**Work item:**
A single number is required: how many lines in the entries hold the word "junction".
*** Opening Available records ***
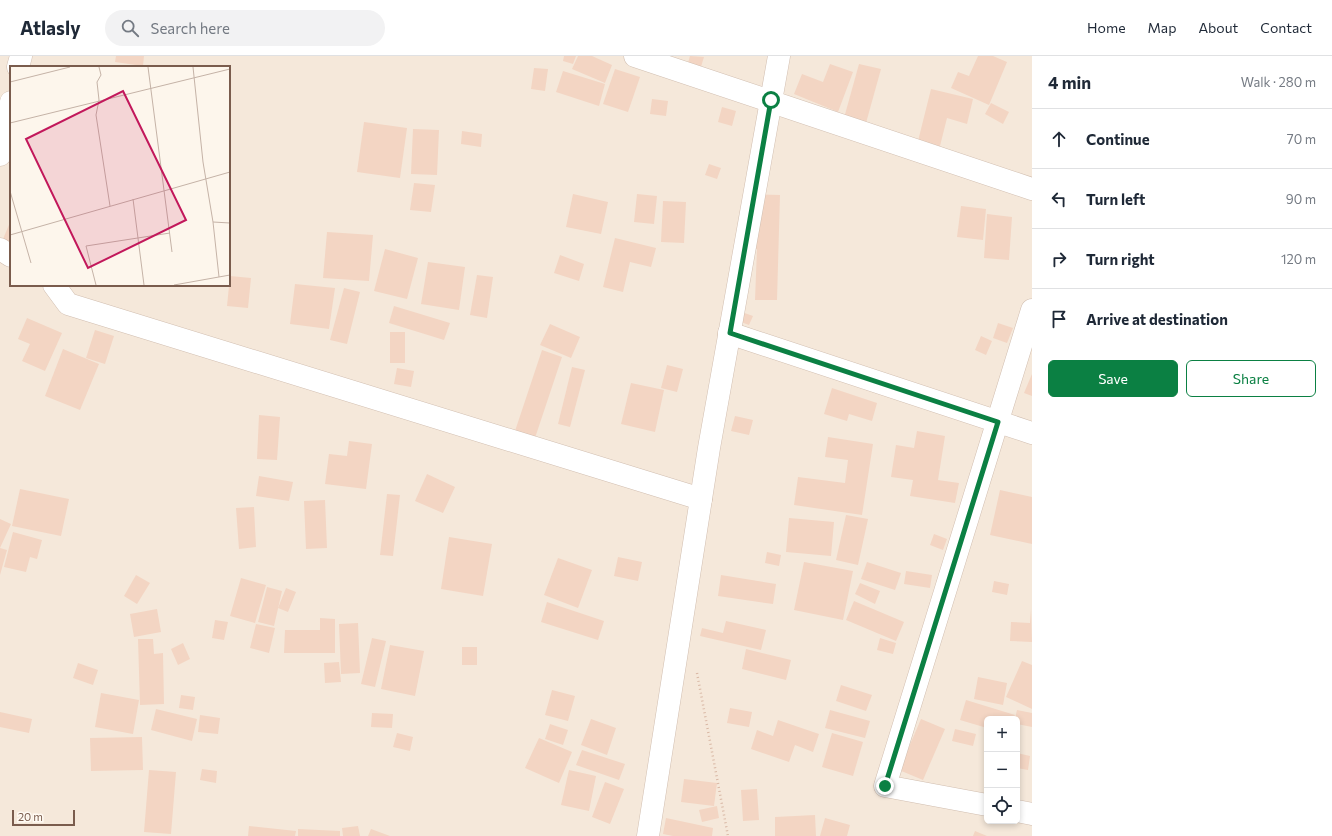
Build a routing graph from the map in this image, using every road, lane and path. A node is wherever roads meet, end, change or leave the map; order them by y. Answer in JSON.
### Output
{"nodes":[{"id":1,"x":21,"y":56,"type":"edge"},
{"id":2,"x":635,"y":56,"type":"edge"},
{"id":3,"x":779,"y":56,"type":"edge"},
{"id":4,"x":18,"y":66,"type":"edge"},
{"id":5,"x":771,"y":100,"type":"junction"},
{"id":6,"x":10,"y":107,"type":"edge"},
{"id":7,"x":0,"y":155,"type":"edge"},
{"id":8,"x":1032,"y":189,"type":"edge"},
{"id":9,"x":0,"y":249,"type":"edge"},
{"id":10,"x":10,"y":255,"type":"edge"},
{"id":11,"x":55,"y":286,"type":"edge"},
{"id":12,"x":1032,"y":310,"type":"edge"},
{"id":13,"x":730,"y":333,"type":"junction"},
{"id":14,"x":998,"y":422,"type":"junction"},
{"id":15,"x":1032,"y":433,"type":"edge"},
{"id":16,"x":701,"y":499,"type":"junction"},
{"id":17,"x":696,"y":668,"type":"dead end"},
{"id":18,"x":984,"y":805,"type":"edge"},
{"id":19,"x":1020,"y":812,"type":"edge"},
{"id":20,"x":1032,"y":814,"type":"edge"},
{"id":21,"x":648,"y":836,"type":"edge"},
{"id":22,"x":728,"y":836,"type":"edge"}],
"edges":[{"from":1,"to":4,"type":"street"},
{"from":2,"to":5,"type":"street"},
{"from":3,"to":5,"type":"street"},
{"from":5,"to":8,"type":"street"},
{"from":5,"to":13,"type":"street"},
{"from":6,"to":7,"type":"street"},
{"from":9,"to":10,"type":"street"},
{"from":11,"to":16,"type":"street"},
{"from":12,"to":14,"type":"street"},
{"from":13,"to":14,"type":"street"},
{"from":13,"to":16,"type":"street"},
{"from":14,"to":15,"type":"street"},
{"from":14,"to":18,"type":"street"},
{"from":16,"to":21,"type":"street"},
{"from":17,"to":22,"type":"path"},
{"from":19,"to":20,"type":"street"}]}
*** Closing Available records ***
**Response below:**
4